TASK BRIEF: What is the number of lines in the data holding the word "tunnel"? Give that number by itself.
:: GIVEN ENTRIES
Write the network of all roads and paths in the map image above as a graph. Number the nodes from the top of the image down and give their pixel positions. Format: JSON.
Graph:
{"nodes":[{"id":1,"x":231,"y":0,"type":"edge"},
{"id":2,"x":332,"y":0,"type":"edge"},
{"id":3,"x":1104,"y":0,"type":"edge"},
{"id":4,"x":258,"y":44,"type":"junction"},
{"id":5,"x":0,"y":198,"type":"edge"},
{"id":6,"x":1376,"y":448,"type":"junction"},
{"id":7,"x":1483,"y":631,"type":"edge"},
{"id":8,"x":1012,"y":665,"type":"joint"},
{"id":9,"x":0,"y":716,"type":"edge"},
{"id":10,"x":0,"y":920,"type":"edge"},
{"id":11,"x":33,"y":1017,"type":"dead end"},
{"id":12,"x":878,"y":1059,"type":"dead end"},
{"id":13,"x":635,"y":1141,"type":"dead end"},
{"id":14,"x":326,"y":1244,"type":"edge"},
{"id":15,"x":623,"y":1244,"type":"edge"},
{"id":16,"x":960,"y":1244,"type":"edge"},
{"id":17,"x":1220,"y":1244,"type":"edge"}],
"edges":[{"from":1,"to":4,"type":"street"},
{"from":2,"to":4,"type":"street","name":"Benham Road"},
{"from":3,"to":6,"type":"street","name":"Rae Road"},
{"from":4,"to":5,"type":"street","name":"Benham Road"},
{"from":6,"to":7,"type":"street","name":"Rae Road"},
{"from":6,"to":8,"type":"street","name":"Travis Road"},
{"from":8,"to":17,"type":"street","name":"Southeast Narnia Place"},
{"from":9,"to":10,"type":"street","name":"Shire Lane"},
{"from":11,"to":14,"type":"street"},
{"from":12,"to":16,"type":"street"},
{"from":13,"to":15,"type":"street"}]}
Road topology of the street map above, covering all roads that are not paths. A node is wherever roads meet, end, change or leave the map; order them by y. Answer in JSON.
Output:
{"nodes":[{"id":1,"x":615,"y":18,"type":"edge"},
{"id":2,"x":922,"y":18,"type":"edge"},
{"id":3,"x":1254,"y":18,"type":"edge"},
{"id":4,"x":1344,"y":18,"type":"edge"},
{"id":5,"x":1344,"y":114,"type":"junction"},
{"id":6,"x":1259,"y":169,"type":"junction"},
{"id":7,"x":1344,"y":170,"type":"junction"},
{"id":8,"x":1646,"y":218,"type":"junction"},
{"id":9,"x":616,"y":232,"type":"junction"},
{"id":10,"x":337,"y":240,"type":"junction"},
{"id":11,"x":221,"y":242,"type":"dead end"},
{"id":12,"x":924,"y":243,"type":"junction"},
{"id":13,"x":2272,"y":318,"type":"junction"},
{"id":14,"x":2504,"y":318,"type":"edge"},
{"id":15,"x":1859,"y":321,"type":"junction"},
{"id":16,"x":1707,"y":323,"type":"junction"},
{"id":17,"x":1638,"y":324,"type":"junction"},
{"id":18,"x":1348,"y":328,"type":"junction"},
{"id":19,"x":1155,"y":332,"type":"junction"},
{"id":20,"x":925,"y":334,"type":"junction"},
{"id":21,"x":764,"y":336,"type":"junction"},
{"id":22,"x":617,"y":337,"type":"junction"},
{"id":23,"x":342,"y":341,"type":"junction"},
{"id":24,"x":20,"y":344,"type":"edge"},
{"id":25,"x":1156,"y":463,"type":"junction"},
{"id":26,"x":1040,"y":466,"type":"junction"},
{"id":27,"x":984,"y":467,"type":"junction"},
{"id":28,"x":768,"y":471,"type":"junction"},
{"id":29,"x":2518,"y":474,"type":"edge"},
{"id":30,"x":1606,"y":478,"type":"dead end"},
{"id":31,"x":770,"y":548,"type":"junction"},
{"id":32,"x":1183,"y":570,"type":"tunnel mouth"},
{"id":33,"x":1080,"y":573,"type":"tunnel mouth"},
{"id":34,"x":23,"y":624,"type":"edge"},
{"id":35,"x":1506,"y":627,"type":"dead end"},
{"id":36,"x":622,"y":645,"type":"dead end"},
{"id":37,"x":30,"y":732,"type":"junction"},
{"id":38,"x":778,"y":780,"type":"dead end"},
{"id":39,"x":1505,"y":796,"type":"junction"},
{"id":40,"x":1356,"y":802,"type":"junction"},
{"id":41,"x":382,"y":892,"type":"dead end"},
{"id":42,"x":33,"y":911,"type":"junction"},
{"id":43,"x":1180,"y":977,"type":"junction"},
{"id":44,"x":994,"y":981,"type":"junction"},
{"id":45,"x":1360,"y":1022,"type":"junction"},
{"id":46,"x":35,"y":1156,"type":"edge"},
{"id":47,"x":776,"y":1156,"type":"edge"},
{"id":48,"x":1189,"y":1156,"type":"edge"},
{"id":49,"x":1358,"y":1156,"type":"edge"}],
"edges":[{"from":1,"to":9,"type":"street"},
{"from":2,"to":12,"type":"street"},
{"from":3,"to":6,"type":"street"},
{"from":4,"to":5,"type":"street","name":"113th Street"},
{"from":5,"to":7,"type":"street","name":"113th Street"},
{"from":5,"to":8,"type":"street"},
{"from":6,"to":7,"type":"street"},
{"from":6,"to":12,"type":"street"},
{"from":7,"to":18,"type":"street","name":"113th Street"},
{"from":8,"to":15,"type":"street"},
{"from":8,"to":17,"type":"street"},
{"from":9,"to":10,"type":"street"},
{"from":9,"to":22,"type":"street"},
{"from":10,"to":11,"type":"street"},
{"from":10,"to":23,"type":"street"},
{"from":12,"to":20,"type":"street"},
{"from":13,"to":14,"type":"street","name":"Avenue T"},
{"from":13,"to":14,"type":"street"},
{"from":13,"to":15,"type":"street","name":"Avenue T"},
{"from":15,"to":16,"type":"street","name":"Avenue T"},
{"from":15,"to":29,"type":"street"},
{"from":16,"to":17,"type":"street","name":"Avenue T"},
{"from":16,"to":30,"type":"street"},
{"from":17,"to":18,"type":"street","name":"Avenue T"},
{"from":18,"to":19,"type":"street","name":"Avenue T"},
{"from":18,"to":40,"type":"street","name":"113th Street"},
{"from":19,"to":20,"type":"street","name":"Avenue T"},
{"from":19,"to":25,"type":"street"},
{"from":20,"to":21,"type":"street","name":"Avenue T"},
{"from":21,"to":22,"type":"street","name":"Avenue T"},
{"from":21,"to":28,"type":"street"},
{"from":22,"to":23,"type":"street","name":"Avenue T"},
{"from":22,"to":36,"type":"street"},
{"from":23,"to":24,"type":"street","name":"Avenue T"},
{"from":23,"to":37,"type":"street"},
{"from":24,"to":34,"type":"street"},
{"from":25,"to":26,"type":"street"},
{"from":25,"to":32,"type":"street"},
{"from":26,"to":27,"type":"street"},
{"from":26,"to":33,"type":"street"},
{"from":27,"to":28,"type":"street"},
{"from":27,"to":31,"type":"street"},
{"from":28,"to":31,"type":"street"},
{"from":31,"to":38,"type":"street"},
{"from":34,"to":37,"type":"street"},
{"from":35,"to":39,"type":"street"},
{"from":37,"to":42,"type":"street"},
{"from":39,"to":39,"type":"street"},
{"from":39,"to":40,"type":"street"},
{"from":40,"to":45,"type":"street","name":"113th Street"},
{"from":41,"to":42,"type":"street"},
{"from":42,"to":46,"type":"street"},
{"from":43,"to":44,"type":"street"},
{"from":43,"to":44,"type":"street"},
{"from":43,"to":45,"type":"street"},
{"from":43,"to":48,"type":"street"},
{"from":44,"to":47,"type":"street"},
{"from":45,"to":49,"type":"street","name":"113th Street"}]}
::::
FINISHED TASK: 2